We use the following features in order to describe a user's playing style:
opening_eval
: aggregate engine eval of the last 3 moves of the openingopening_id_n
: indicator variable for whether or not an opening of id n was playedmove 5 <piece>
: number of times each piece type has been moved in the first 5 movesmove 10 <piece>
: number of times each piece type has been moved between moves 5-10move 15 <piece>
: number of times each piece type has been moved between moves 5-15move final <piece>
: number of times each piece type has been moved between moves 15-end of gamemove N captures
: number of captures for the four move categories noted abovemove N checks
: number of checks given for the four move categories noted abovemove N pawn density
: number of pawns in central 16 squares for the four move categories noted above
The architecture of the model is created and stored in recommender_model.py
. Here we define the following:
ChessGamesDataset()
: Custom datasetget_dataloader()
: dataloaderMatrixFactorization()
: Modeltrain_epochs():
Training Looptest()
: test/validation functionpredict_user()
: function to generate recommendations for a single user
The actual training of the model is conducted in run_recommender.py
. We note here that by default, the GPU accelerator is defined to be mps
, which supports the newest fleet of Macbooks (M1). If using a virtual machine such as an NVidia cluster, this should be changed to support cuda
. Otherwise, the program will default to cpu
.
You can run the recommender by running python recommender/run_recommender.py
. The script takes various command line arguments. To clarify this, the argument parsing function is included below:
def parse_args():
parser = argparse.ArgumentParser()
parser.add_argument("--epochs", "-e", type=int, default=10)
parser.add_argument("--batch_size", "-b", type=int, default=64)
parser.add_argument("--alpha", "-a", type=float, default=0.001)
parser.add_argument("--write", "-w", type=str, default='Y')
parser.add_argument("--loss", "-l", type=str, default='MSE')

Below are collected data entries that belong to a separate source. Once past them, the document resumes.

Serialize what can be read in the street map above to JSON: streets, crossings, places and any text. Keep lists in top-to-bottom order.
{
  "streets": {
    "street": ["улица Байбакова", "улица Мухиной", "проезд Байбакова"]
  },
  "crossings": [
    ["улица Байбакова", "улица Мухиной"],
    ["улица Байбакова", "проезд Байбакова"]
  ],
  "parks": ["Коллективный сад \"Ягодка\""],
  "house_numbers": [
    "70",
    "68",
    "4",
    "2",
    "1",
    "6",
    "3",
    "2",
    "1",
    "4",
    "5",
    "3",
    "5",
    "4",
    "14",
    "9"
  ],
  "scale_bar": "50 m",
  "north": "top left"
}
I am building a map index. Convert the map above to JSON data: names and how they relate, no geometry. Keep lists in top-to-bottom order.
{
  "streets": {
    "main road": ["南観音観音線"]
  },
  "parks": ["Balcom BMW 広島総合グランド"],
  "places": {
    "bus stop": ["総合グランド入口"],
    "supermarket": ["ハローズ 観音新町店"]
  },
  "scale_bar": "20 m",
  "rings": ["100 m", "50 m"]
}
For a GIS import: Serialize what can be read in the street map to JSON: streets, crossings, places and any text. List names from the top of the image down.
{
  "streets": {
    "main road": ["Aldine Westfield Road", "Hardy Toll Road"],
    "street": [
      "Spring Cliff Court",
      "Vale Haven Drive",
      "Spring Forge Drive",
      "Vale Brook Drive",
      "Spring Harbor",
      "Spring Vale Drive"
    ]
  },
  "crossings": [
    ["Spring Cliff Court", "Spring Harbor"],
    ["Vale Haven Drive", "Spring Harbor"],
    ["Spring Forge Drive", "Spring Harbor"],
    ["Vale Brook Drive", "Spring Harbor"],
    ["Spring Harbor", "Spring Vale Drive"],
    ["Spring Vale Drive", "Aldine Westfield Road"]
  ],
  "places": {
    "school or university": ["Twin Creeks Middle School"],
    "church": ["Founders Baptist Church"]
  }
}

return parser.parse_args()
Here is a sample run that utilizes all of the command line arguments:
python recommender/run_recommender.py --epochs 10 --batch_size 128 --alpha 0.01 --write Y --loss MSE
Using a Python 3 Google Compute Engine backend (High-Ram and Premium GPU), we can complete 10 epochs of training in around 30 minutes.
Below is a sample prediction for the lichess user Igracsaha.
——————————————————————————————————————————————————
Sample Prediction
Recommendations for Igracsaha
# 1 Opening Recommendation : Queen's Pawn Game
# 2 Opening Recommendation : Italian Game
# 3 Opening Recommendation : English Opening
——————————————————————————————————————————————————
The results here are interesting. A brief OpeningTree analysis of Igracsaha's games shows that they clearly prefer 1. e4, playing over 95% of their openings with this beginning. However, some variants of d4 openings (the #1 recommendation) score well for this user (specifically 1. Nf3 scores better than 1. e4).
Interestingly enough, the #2 recommendation is the Italian Game. This is in fact the most common opening played by Igracsaha and scores around 53% for this user.